The problem:
Would you write out the entries again, exactly as they are, but without images?

Recorded data:
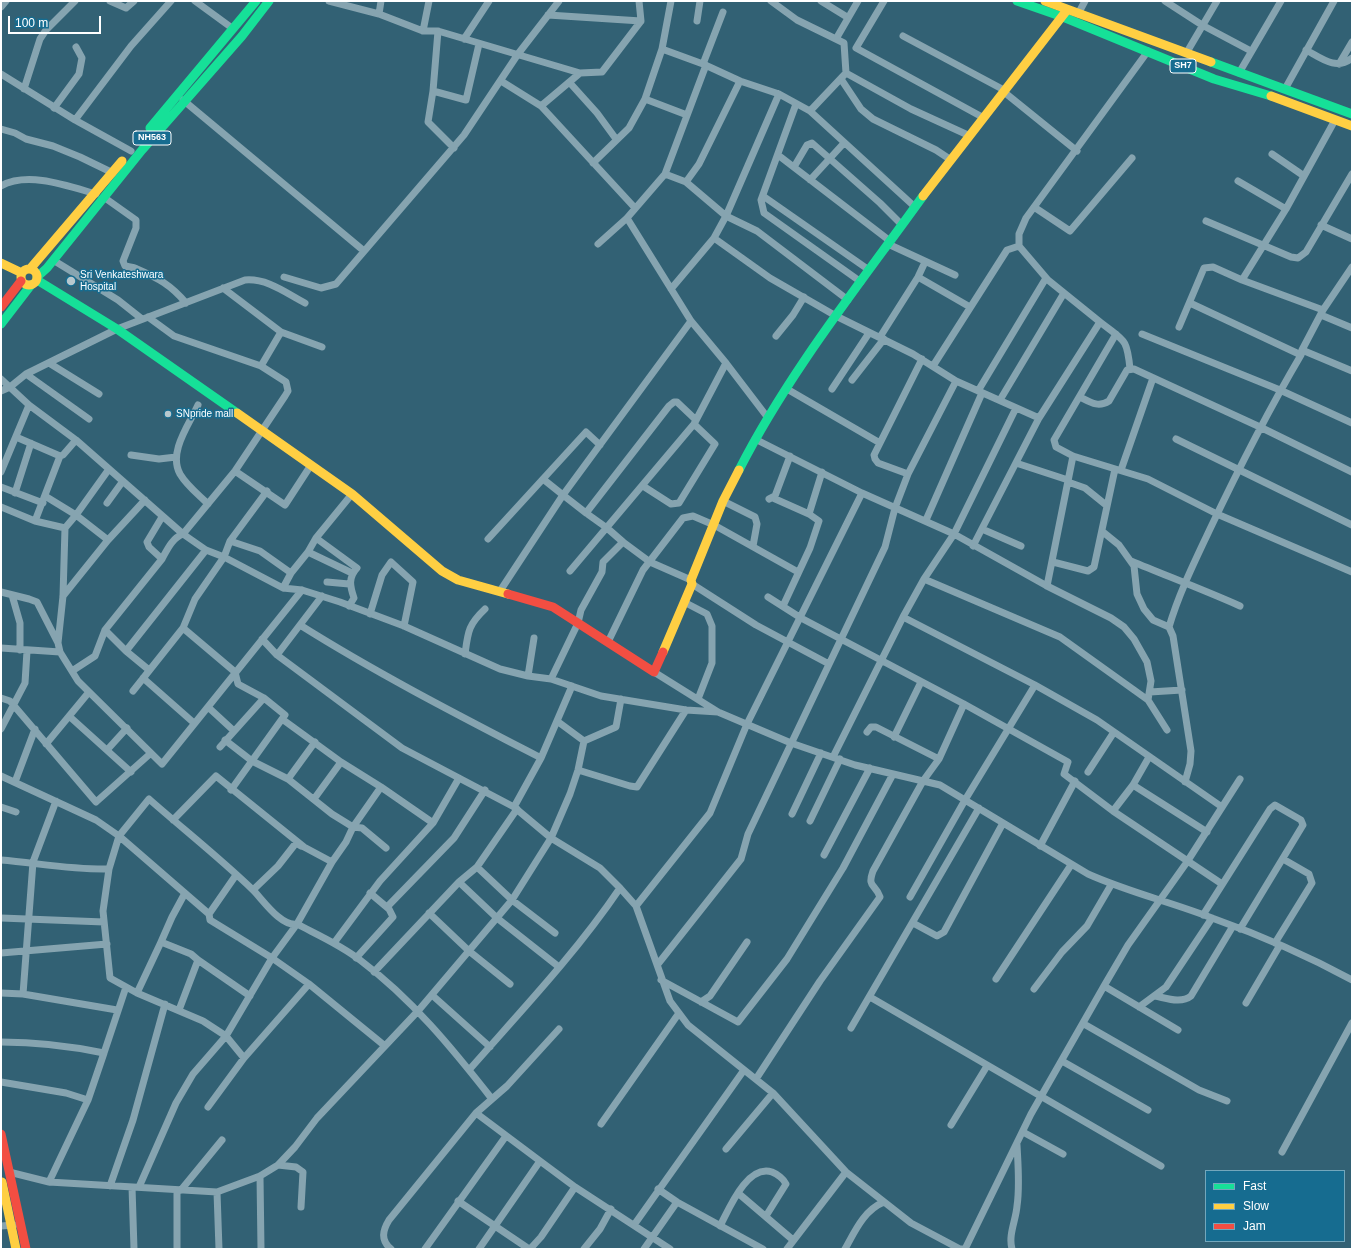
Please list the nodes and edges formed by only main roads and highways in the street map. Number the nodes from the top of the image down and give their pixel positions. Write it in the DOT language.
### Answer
graph roads {
  1 [pos="256,1"];
  2 [pos="269,1"];
  3 [pos="1017,1"];
  4 [pos="1045,1"];
  5 [pos="1068,9"];
  6 [pos="1063,17"];
  7 [pos="1352,114"];
  8 [pos="1352,126"];
  9 [pos="1,263"];
  10 [pos="24,274"];
  11 [pos="35,281"];
  12 [pos="1,307"];
  13 [pos="1,324"];
  14 [pos="1,1134"];
  15 [pos="3,1178"];
  16 [pos="6,1226"];
  17 [pos="16,1249"];
  18 [pos="26,1249"];
  1 -- 10 [label="main road, NH563"];
  2 -- 11 [label="main road, NH563"];
  3 -- 6 [label="main road, SH7"];
  4 -- 5 [label="main road, SH7"];
  5 -- 6 [label="main road"];
  5 -- 7 [label="main road, SH7"];
  6 -- 8 [label="main road, SH7"];
  6 -- 11 [label="main road"];
  9 -- 10 [label="main road"];
  10 -- 11 [label="main road"];
  10 -- 11 [label="main road"];
  10 -- 12 [label="main road, NH563"];
  11 -- 13 [label="main road, NH563"];
  14 -- 15 [label="main road"];
  15 -- 16 [label="main road"];
  15 -- 18 [label="main road"];
  16 -- 17 [label="main road"];
}
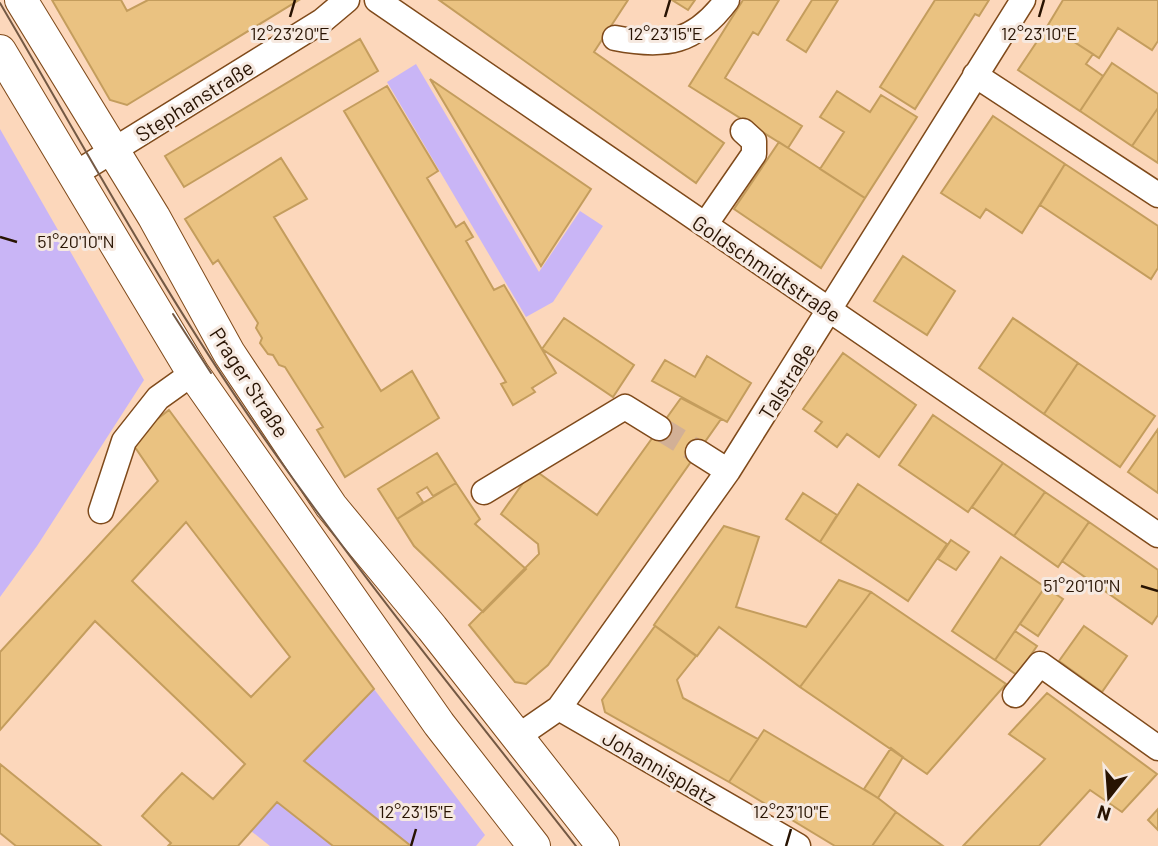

Written reply:
Please list the nodes and edges formed by only main roads and highways in the street map. Number the nodes from the top of the image down and give their pixel positions. Write it in the DOT language.
### Answer
graph roads {
  1 [pos="256,1"];
  2 [pos="269,1"];
  3 [pos="1017,1"];
  4 [pos="1045,1"];
  5 [pos="1068,9"];
  6 [pos="1063,17"];
  7 [pos="1352,114"];
  8 [pos="1352,126"];
  9 [pos="1,263"];
  10 [pos="24,274"];
  11 [pos="35,281"];
  12 [pos="1,307"];
  13 [pos="1,324"];
  14 [pos="1,1134"];
  15 [pos="3,1178"];
  16 [pos="6,1226"];
  17 [pos="16,1249"];
  18 [pos="26,1249"];
  1 -- 10 [label="main road, NH563"];
  2 -- 11 [label="main road, NH563"];
  3 -- 6 [label="main road, SH7"];
  4 -- 5 [label="main road, SH7"];
  5 -- 6 [label="main road"];
  5 -- 7 [label="main road, SH7"];
  6 -- 8 [label="main road, SH7"];
  6 -- 11 [label="main road"];
  9 -- 10 [label="main road"];
  10 -- 11 [label="main road"];
  10 -- 11 [label="main road"];
  10 -- 12 [label="main road, NH563"];
  11 -- 13 [label="main road, NH563"];
  14 -- 15 [label="main road"];
  15 -- 16 [label="main road"];
  15 -- 18 [label="main road"];
  16 -- 17 [label="main road"];
}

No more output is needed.